_WHAT THE TASK REQUIRES_
Where the string "than" occurs in a line of the entries below, copy that line.

:: ENTRIES SHOWN

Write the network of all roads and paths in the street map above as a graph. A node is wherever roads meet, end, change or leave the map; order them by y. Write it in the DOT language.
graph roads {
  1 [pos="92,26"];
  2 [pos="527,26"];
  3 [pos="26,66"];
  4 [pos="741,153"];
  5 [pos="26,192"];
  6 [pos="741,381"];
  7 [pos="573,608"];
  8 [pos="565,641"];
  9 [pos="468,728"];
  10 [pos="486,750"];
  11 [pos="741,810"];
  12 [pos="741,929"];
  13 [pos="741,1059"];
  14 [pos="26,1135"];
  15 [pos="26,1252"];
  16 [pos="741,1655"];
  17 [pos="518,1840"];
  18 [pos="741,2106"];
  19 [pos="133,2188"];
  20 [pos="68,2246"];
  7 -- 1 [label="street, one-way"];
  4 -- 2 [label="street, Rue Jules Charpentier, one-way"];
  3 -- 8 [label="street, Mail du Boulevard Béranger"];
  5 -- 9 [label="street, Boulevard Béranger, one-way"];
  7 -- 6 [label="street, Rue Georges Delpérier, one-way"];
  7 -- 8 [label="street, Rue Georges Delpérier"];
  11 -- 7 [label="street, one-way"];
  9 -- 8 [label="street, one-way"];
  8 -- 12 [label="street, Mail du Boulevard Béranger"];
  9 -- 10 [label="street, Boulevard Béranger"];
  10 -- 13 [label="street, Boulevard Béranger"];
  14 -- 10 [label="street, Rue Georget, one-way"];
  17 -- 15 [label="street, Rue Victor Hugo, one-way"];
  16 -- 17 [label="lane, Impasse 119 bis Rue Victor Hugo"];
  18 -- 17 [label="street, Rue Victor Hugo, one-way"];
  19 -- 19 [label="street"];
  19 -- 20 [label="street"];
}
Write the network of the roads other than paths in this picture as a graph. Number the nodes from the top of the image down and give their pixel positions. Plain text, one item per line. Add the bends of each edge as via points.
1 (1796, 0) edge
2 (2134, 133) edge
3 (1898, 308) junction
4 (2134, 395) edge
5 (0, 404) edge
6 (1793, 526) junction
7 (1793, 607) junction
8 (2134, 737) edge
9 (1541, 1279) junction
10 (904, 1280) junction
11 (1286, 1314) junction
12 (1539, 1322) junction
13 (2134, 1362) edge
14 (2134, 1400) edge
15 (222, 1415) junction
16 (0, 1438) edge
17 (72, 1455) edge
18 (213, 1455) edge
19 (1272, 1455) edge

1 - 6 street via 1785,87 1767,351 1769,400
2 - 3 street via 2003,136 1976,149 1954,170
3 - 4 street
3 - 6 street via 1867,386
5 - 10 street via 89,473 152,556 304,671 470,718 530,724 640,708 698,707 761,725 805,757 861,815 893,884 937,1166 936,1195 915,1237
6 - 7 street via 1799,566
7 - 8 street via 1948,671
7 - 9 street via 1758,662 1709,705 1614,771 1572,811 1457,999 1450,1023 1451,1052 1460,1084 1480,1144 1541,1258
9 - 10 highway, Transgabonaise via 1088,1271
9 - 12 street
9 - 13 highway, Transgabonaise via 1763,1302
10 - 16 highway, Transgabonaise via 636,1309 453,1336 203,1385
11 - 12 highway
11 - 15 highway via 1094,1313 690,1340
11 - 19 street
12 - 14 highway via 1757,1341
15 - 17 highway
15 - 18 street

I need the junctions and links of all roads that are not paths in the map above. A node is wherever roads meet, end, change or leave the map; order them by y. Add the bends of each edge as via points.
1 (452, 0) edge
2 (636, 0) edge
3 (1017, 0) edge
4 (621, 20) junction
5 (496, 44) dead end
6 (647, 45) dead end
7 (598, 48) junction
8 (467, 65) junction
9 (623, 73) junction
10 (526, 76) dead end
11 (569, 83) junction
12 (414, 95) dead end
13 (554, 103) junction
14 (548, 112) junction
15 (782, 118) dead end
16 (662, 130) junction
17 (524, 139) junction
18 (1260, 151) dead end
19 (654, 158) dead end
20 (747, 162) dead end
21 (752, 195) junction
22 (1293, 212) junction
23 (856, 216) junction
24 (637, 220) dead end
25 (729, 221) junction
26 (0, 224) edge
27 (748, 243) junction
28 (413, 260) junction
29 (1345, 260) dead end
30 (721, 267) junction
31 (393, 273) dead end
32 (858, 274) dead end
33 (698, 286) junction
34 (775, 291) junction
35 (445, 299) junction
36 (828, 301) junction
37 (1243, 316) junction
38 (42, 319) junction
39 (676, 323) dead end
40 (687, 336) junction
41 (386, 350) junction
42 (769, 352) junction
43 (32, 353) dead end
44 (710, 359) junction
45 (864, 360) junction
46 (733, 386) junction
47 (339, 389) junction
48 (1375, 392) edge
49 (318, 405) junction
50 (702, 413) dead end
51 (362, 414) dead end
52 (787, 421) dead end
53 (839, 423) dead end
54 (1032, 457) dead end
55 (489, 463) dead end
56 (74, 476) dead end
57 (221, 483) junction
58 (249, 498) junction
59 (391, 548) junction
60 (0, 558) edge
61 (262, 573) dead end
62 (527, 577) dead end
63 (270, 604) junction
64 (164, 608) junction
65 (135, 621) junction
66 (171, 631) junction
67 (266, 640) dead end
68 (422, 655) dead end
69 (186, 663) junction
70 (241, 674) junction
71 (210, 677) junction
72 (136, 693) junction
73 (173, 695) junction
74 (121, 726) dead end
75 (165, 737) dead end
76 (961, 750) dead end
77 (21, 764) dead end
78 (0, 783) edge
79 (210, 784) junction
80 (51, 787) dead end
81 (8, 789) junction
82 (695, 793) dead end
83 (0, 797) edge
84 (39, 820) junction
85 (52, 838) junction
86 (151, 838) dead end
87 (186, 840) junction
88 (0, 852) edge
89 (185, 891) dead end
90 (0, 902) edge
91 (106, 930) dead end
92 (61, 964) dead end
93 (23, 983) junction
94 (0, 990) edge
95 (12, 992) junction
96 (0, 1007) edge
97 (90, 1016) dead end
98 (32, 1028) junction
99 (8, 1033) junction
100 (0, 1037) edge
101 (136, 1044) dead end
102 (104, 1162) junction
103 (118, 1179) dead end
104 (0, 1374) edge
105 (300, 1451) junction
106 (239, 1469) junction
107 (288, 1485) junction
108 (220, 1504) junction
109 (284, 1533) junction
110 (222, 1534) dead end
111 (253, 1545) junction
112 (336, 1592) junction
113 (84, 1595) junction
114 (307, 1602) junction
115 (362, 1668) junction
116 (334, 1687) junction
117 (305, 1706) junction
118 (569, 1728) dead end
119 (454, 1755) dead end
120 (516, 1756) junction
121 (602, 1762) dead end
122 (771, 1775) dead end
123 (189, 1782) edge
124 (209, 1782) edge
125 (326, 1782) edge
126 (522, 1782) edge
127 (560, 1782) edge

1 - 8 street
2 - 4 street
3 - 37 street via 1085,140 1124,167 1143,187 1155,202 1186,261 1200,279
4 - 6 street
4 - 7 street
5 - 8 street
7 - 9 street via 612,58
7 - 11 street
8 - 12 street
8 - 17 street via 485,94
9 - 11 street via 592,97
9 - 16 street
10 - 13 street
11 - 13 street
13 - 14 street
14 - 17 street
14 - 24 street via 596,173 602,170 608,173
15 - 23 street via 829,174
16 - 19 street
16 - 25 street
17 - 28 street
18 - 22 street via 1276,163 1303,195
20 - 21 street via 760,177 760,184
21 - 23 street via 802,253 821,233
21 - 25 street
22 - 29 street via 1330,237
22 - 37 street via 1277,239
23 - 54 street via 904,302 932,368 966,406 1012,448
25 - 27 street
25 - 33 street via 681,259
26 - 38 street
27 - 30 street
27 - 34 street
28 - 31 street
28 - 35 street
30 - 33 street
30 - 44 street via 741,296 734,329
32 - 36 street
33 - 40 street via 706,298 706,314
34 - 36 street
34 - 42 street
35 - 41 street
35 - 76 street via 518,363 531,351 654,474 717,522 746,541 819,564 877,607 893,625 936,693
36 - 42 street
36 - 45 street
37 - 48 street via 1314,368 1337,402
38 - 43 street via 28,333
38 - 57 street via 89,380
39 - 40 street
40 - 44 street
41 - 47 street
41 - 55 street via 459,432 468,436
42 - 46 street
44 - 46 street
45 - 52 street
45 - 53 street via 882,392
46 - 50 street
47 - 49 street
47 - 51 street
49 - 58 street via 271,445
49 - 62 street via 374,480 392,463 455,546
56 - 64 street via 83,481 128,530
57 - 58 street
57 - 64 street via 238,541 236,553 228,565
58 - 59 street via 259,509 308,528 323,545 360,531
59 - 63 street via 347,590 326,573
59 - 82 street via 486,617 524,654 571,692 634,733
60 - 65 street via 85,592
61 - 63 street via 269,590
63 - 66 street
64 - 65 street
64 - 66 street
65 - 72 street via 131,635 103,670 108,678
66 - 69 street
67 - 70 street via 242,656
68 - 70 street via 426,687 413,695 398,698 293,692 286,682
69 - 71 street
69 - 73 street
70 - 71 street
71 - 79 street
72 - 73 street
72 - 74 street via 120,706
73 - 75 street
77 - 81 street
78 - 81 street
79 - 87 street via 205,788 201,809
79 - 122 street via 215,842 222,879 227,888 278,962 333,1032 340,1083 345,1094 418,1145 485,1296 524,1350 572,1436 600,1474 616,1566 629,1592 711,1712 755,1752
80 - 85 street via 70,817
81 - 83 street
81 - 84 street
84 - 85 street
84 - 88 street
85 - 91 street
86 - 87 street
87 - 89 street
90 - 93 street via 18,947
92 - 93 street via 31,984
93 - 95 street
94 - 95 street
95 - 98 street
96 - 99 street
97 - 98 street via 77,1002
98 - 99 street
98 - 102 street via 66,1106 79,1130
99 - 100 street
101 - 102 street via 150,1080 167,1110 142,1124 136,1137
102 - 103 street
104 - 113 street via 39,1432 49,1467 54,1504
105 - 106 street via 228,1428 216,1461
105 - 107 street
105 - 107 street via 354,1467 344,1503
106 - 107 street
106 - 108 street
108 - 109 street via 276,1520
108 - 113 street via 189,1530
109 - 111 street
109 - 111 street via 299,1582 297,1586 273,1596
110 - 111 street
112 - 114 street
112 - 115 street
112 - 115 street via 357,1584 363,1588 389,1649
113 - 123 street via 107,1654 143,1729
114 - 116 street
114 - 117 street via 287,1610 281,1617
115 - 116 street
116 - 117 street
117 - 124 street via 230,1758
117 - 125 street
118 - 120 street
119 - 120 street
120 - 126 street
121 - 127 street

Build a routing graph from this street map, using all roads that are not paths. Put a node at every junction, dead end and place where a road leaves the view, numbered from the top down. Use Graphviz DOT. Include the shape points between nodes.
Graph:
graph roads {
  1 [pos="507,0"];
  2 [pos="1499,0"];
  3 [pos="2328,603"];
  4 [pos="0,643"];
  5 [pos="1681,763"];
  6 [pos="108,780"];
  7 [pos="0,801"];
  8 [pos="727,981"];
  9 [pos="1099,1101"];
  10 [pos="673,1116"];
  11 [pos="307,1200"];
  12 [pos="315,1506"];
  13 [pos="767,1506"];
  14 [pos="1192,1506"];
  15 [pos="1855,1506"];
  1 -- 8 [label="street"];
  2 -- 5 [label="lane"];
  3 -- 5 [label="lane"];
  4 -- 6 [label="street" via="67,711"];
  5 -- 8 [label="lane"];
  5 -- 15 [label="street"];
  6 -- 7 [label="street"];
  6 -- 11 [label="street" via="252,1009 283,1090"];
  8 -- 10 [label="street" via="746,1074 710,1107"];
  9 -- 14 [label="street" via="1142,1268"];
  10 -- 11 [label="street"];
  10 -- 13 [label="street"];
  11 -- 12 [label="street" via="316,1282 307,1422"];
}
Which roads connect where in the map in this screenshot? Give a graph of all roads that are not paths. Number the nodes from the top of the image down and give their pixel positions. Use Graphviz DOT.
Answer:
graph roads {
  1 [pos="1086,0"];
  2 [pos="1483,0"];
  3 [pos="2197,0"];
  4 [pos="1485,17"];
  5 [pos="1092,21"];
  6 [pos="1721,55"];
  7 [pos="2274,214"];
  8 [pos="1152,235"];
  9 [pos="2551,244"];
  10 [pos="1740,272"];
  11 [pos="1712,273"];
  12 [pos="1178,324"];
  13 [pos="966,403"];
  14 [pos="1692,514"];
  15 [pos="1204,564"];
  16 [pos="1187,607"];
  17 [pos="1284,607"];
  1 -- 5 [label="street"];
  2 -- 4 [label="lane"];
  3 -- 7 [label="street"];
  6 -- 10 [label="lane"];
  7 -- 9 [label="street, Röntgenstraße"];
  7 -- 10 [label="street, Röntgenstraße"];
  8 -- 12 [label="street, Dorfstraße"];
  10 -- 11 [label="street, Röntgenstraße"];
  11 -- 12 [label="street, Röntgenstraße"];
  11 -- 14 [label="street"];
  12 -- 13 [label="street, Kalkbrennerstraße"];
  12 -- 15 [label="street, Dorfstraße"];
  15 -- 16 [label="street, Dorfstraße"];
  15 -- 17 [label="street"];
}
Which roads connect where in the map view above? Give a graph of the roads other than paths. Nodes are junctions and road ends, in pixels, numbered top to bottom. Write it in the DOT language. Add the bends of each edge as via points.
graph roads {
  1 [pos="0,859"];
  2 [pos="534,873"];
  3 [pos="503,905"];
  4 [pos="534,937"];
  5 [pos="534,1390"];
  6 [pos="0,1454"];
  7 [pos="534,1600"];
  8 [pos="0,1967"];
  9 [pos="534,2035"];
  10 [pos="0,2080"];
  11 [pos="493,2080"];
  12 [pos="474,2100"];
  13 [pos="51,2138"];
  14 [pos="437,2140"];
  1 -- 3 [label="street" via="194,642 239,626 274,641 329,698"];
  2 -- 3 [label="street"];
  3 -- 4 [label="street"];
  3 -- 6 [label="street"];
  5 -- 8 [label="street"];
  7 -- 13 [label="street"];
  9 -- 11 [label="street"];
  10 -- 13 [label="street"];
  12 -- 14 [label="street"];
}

::::

_ANSWER TO THIS EXERCISE_
Write the network of the roads other than paths in this picture as a graph. Number the nodes from the top of the image down and give their pixel positions. Plain text, one item per line. Add the bends of each edge as via points.
Which roads connect where in the map view above? Give a graph of the roads other than paths. Nodes are junctions and road ends, in pixels, numbered top to bottom. Write it in the DOT language. Add the bends of each edge as via points.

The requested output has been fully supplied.